- [Task description] Every line in the data below that holds "Perugia" should be found and copied.
+++ Records provided +++
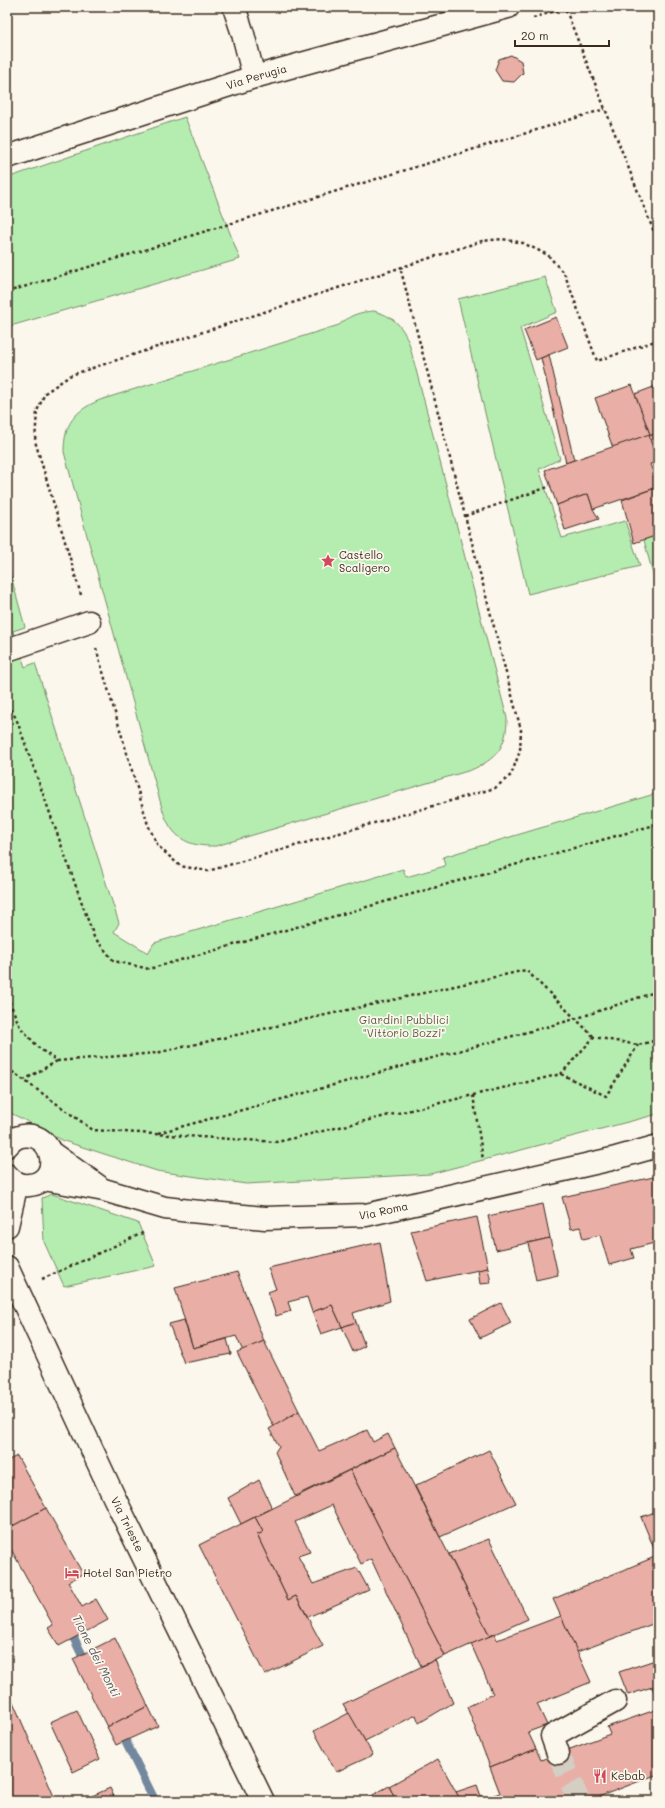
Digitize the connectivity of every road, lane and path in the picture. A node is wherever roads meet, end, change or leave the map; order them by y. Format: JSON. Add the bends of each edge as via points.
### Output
{"nodes":[{"id":1,"x":234,"y":7,"type":"edge"},
{"id":2,"x":500,"y":8,"type":"edge"},
{"id":3,"x":527,"y":20,"type":"dead end"},
{"id":4,"x":254,"y":77,"type":"junction"},
{"id":5,"x":605,"y":109,"type":"junction"},
{"id":6,"x":7,"y":157,"type":"edge"},
{"id":7,"x":658,"y":242,"type":"edge"},
{"id":8,"x":400,"y":267,"type":"junction"},
{"id":9,"x":7,"y":292,"type":"edge"},
{"id":10,"x":658,"y":340,"type":"edge"},
{"id":11,"x":551,"y":486,"type":"dead end"},
{"id":12,"x":465,"y":516,"type":"junction"},
{"id":13,"x":89,"y":622,"type":"junction"},
{"id":14,"x":7,"y":650,"type":"edge"},
{"id":15,"x":7,"y":705,"type":"edge"},
{"id":16,"x":658,"y":824,"type":"edge"},
{"id":17,"x":658,"y":991,"type":"edge"},
{"id":18,"x":7,"y":996,"type":"edge"},
{"id":19,"x":575,"y":1019,"type":"junction"},
{"id":20,"x":594,"y":1038,"type":"junction"},
{"id":21,"x":658,"y":1040,"type":"edge"},
{"id":22,"x":638,"y":1045,"type":"junction"},
{"id":23,"x":58,"y":1061,"type":"junction"},
{"id":24,"x":7,"y":1068,"type":"edge"},
{"id":25,"x":560,"y":1074,"type":"junction"},
{"id":26,"x":24,"y":1080,"type":"junction"},
{"id":27,"x":473,"y":1095,"type":"junction"},
{"id":28,"x":155,"y":1134,"type":"junction"},
{"id":29,"x":11,"y":1138,"type":"edge"},
{"id":30,"x":658,"y":1146,"type":"edge"},
{"id":31,"x":50,"y":1152,"type":"junction"},
{"id":32,"x":12,"y":1179,"type":"edge"},
{"id":33,"x":44,"y":1179,"type":"junction"},
{"id":34,"x":488,"y":1187,"type":"junction"},
{"id":35,"x":104,"y":1190,"type":"junction"},
{"id":36,"x":7,"y":1226,"type":"edge"},
{"id":37,"x":147,"y":1230,"type":"dead end"},
{"id":38,"x":7,"y":1267,"type":"edge"},
{"id":39,"x":18,"y":1290,"type":"junction"},
{"id":40,"x":615,"y":1701,"type":"dead end"},
{"id":41,"x":558,"y":1753,"type":"tunnel mouth"},
{"id":42,"x":263,"y":1801,"type":"edge"}],
"edges":[{"from":1,"to":4,"type":"street"},
{"from":2,"to":4,"type":"street","name":"Via Perugia"},
{"from":3,"to":5,"type":"path","via":[[564,8]]},
{"from":4,"to":6,"type":"street","name":"Via Perugia"},
{"from":5,"to":7,"type":"path"},
{"from":5,"to":9,"type":"path"},
{"from":8,"to":10,"type":"path","via":[[482,241],[502,239],[523,243],[548,255],[565,275],[598,361]]},
{"from":8,"to":12,"type":"path"},
{"from":8,"to":13,"type":"path","via":[[71,375],[45,393],[37,411],[35,441]]},
{"from":11,"to":12,"type":"path"},
{"from":12,"to":13,"type":"path","via":[[521,730],[520,752],[511,775],[495,788],[208,871],[180,866],[158,846],[148,825]]},
{"from":13,"to":14,"type":"street"},
{"from":15,"to":16,"type":"path","via":[[16,718],[94,937],[114,960],[149,969]]},
{"from":17,"to":19,"type":"path"},
{"from":18,"to":23,"type":"path","via":[[20,1027],[40,1049]]},
{"from":19,"to":20,"type":"path"},
{"from":19,"to":23,"type":"path","via":[[526,970],[156,1053]]},
{"from":19,"to":28,"type":"path"},
{"from":20,"to":22,"type":"path"},
{"from":20,"to":25,"type":"path"},
{"from":21,"to":22,"type":"path"},
{"from":22,"to":25,"type":"path","via":[[606,1096]]},
{"from":23,"to":26,"type":"path"},
{"from":24,"to":26,"type":"path"},
{"from":25,"to":27,"type":"path"},
{"from":26,"to":28,"type":"path","via":[[92,1130]]},
{"from":27,"to":28,"type":"path","via":[[277,1142]]},
{"from":27,"to":34,"type":"path"},
{"from":29,"to":31,"type":"street","via":[[28,1135],[37,1138]]},
{"from":30,"to":34,"type":"street","name":"Via Roma"},
{"from":31,"to":33,"type":"street","via":[[50,1171]]},
{"from":31,"to":35,"type":"street","name":"Via Roma"},
{"from":32,"to":33,"type":"street","via":[[27,1186]]},
{"from":32,"to":36,"type":"street"},
{"from":33,"to":35,"type":"street","name":"Via Roma"},
{"from":34,"to":35,"type":"street","name":"Via Roma","via":[[366,1215],[265,1218],[165,1208]]},
{"from":37,"to":39,"type":"path"},
{"from":38,"to":39,"type":"street","name":"Via Trieste"},
{"from":39,"to":42,"type":"street","name":"Via Trieste","via":[[117,1504]]},
{"from":40,"to":41,"type":"street","via":[[552,1736]]}]}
+++
- [Response area]
{"from":2,"to":4,"type":"street","name":"Via Perugia"},
{"from":4,"to":6,"type":"street","name":"Via Perugia"},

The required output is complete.